### Saved entries
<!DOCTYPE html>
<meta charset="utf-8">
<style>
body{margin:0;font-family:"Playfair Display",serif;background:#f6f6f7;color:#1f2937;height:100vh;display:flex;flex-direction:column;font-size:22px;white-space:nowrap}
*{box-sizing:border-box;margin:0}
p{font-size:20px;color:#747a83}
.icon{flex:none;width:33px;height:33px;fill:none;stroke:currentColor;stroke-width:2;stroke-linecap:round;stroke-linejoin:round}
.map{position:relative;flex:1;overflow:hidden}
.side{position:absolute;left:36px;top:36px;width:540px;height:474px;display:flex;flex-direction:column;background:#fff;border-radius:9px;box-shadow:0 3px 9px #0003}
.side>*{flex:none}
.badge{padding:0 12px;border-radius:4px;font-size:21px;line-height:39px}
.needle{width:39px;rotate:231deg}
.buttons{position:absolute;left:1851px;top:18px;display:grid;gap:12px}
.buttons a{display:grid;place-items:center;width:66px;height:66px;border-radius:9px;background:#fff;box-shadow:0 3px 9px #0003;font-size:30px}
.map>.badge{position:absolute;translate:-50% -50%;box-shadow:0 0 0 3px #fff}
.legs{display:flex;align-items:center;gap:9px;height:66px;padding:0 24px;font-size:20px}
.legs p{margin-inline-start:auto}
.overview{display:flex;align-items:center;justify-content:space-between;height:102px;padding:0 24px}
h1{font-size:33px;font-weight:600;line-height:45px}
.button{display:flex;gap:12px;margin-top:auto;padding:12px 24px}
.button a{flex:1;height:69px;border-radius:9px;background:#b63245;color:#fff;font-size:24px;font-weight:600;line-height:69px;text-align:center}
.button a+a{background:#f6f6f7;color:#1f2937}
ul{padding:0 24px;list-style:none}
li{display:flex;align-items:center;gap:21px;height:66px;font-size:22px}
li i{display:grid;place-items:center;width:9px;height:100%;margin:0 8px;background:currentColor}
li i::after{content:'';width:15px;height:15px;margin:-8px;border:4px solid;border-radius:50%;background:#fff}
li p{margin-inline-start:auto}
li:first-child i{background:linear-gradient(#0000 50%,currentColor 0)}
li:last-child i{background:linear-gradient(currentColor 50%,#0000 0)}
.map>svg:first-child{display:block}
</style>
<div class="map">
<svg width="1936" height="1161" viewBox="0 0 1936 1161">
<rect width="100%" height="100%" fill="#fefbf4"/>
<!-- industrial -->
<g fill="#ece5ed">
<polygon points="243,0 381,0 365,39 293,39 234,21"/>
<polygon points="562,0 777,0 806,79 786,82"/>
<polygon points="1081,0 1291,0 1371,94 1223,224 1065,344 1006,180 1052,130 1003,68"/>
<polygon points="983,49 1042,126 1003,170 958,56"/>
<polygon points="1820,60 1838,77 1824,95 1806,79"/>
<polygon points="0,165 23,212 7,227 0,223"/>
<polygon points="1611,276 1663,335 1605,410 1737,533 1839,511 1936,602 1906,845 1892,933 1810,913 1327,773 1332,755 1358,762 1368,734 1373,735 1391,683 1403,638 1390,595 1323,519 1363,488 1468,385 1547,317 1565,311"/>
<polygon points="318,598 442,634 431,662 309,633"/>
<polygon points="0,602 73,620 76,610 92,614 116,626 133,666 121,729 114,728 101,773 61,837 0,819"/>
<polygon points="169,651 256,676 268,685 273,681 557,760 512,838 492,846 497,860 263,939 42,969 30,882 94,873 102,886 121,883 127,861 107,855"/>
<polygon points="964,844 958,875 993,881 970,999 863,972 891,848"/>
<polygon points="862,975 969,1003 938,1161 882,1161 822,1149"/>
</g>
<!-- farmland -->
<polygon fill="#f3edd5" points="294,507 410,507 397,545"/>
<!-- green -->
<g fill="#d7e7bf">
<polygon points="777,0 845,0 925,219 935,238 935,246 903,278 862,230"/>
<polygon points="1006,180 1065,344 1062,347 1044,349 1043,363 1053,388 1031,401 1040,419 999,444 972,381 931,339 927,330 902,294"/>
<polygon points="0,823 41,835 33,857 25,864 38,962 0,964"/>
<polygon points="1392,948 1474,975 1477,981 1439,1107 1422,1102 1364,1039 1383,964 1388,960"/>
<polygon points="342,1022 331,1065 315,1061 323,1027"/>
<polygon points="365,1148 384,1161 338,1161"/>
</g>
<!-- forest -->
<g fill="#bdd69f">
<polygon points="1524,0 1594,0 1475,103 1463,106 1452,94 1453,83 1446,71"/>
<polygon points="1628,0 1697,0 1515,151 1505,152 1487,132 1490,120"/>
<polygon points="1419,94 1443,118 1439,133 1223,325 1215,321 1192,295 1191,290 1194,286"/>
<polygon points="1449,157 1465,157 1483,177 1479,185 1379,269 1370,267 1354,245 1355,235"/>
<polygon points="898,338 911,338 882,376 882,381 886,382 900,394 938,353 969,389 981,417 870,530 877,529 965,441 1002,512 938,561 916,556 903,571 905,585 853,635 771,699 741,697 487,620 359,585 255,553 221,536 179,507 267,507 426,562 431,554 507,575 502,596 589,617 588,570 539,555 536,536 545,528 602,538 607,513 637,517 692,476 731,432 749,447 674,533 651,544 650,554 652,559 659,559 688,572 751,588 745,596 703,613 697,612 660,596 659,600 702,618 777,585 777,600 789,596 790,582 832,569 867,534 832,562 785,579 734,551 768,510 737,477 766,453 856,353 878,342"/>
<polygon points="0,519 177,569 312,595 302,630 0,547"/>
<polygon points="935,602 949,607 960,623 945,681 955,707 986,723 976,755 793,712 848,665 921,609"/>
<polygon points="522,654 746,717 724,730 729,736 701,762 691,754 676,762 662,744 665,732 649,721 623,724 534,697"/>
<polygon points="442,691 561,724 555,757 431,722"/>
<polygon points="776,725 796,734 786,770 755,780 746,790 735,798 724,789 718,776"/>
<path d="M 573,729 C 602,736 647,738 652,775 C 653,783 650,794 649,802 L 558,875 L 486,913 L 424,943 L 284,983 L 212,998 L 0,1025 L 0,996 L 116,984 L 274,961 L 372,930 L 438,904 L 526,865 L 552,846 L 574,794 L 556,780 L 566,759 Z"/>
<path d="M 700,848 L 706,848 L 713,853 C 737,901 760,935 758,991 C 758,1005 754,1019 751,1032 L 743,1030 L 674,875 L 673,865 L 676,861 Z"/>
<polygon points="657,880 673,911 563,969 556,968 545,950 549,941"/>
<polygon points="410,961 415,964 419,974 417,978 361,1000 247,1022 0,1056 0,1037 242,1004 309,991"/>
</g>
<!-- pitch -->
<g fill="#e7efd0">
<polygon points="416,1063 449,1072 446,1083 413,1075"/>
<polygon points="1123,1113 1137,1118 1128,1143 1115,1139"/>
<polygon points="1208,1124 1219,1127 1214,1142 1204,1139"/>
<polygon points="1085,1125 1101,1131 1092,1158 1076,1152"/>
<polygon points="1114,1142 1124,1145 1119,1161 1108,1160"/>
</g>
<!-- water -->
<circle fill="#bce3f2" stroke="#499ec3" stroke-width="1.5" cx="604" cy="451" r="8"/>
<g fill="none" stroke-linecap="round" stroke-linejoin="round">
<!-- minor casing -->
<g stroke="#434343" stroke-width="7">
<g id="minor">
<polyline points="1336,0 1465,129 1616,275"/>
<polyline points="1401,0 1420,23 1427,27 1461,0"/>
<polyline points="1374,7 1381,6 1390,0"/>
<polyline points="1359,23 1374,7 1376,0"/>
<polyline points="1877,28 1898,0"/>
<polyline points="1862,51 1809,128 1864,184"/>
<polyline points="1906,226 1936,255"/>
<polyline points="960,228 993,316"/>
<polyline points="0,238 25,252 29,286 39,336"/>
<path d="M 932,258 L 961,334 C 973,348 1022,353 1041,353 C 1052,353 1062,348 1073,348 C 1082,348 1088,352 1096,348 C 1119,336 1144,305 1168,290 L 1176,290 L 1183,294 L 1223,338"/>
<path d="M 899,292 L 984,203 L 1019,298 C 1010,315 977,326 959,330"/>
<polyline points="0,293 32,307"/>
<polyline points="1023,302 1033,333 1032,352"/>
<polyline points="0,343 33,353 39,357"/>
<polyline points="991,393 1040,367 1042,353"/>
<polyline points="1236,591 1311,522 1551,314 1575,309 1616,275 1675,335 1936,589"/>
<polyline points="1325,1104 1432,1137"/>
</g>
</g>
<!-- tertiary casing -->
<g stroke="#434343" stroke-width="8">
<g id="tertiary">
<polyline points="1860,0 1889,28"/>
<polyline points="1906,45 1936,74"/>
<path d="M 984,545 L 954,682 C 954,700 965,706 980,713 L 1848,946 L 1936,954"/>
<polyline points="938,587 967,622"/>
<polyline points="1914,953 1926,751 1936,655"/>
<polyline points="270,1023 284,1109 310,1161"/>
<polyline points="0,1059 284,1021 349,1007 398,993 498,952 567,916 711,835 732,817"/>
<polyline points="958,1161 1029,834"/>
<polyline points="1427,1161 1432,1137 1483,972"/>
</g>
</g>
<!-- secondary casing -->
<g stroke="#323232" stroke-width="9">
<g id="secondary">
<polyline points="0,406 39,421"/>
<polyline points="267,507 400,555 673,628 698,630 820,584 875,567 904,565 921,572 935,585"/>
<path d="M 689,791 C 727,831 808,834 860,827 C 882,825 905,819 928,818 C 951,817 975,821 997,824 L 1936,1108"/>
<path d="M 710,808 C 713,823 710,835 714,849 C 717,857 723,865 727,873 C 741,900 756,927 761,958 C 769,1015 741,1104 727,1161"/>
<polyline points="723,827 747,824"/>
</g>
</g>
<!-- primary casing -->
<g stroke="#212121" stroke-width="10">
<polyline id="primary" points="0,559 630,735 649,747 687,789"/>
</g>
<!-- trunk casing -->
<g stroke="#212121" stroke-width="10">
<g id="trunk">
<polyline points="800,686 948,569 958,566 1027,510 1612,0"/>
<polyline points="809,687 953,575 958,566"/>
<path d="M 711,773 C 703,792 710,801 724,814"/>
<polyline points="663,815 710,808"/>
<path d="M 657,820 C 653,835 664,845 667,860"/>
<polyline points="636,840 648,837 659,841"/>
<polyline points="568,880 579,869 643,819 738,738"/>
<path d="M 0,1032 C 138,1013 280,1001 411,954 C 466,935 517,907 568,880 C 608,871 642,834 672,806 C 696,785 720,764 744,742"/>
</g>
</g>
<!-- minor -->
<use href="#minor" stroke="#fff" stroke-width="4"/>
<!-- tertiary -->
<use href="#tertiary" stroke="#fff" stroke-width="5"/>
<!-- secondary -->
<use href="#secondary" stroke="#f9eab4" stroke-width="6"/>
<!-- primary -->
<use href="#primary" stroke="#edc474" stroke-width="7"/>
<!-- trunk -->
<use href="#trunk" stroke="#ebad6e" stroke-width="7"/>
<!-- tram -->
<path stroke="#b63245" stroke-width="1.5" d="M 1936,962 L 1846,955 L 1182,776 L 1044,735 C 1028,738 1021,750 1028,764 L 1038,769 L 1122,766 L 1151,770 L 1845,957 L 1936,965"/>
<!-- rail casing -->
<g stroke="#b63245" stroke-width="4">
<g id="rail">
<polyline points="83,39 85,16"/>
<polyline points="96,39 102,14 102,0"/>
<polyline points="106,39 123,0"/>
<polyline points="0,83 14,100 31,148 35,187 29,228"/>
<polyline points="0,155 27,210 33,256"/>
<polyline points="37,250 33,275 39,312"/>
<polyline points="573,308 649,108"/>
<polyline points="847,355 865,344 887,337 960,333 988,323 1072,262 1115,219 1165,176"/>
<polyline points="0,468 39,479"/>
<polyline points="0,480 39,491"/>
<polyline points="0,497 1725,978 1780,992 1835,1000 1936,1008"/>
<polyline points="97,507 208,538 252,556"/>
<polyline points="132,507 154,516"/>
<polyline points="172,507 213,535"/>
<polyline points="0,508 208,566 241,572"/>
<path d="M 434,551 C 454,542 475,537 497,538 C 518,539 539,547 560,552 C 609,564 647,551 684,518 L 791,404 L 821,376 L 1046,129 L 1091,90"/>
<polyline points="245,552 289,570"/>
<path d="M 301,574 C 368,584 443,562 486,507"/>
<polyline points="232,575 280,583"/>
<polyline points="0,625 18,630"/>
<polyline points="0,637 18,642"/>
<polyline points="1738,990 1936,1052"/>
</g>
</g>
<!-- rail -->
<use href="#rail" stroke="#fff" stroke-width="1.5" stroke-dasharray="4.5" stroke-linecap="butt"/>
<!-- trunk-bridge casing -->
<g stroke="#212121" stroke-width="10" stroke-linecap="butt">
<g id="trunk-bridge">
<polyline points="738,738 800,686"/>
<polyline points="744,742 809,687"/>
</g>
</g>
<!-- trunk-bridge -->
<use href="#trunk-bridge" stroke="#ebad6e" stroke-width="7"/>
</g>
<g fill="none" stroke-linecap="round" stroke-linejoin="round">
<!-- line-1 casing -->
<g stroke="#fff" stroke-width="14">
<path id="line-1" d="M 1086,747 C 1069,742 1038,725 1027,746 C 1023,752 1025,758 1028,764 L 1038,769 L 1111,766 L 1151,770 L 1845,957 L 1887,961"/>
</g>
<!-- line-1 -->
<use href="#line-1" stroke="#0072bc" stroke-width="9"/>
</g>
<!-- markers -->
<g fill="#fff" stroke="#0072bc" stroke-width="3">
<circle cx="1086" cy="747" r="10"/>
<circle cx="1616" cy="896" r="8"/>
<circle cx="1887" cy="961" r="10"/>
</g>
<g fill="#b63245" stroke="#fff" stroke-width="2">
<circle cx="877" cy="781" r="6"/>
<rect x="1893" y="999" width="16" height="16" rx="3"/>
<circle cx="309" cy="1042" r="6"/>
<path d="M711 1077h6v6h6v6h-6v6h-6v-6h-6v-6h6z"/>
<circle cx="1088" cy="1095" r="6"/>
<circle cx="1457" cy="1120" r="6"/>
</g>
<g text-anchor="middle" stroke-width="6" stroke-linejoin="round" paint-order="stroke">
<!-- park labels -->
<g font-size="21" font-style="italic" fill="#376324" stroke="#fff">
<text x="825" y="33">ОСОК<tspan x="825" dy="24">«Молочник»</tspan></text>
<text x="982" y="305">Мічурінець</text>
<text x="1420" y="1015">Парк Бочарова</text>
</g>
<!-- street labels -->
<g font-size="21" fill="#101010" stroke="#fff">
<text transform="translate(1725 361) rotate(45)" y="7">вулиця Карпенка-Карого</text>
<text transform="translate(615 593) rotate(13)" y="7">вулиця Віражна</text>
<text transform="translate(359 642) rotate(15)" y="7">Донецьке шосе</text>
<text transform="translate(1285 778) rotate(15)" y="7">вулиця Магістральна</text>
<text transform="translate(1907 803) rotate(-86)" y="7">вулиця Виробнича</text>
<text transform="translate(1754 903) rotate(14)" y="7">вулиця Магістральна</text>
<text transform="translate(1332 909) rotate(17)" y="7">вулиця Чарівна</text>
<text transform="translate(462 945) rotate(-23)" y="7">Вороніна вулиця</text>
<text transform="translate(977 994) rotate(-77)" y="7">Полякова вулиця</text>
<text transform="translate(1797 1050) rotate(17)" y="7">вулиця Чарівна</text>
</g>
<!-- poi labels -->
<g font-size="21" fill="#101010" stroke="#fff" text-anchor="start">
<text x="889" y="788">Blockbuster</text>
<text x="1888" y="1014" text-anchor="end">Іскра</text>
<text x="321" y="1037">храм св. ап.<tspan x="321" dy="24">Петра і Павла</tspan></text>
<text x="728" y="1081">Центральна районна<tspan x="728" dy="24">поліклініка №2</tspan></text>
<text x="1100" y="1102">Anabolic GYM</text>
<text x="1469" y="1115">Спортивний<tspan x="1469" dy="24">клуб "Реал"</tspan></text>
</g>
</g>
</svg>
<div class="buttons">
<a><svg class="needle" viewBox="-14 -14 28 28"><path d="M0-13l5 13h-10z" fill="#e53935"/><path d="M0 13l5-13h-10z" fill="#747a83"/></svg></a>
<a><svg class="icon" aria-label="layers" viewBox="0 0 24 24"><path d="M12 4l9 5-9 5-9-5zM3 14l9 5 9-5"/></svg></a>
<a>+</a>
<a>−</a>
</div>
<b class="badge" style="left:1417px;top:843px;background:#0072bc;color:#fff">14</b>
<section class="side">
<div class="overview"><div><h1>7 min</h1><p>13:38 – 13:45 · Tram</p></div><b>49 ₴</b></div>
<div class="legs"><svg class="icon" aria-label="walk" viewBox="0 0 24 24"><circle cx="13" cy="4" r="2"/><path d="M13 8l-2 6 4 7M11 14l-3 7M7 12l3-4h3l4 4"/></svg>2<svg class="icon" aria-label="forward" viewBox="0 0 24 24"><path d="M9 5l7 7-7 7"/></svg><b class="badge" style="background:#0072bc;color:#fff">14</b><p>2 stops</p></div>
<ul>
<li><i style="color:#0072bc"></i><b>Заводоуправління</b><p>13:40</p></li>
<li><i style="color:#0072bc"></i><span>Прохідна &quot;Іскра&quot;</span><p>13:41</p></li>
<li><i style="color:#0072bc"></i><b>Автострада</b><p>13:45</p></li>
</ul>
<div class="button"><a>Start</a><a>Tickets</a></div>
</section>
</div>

### YOUR TASK
Read the lines above. Gather those in which the string "buttons" is found.

### ANSWER SECTION
.buttons{position:absolute;left:1851px;top:18px;display:grid;gap:12px}
.buttons a{display:grid;place-items:center;width:66px;height:66px;border-radius:9px;background:#fff;box-shadow:0 3px 9px #0003;font-size:30px}
<div class="buttons">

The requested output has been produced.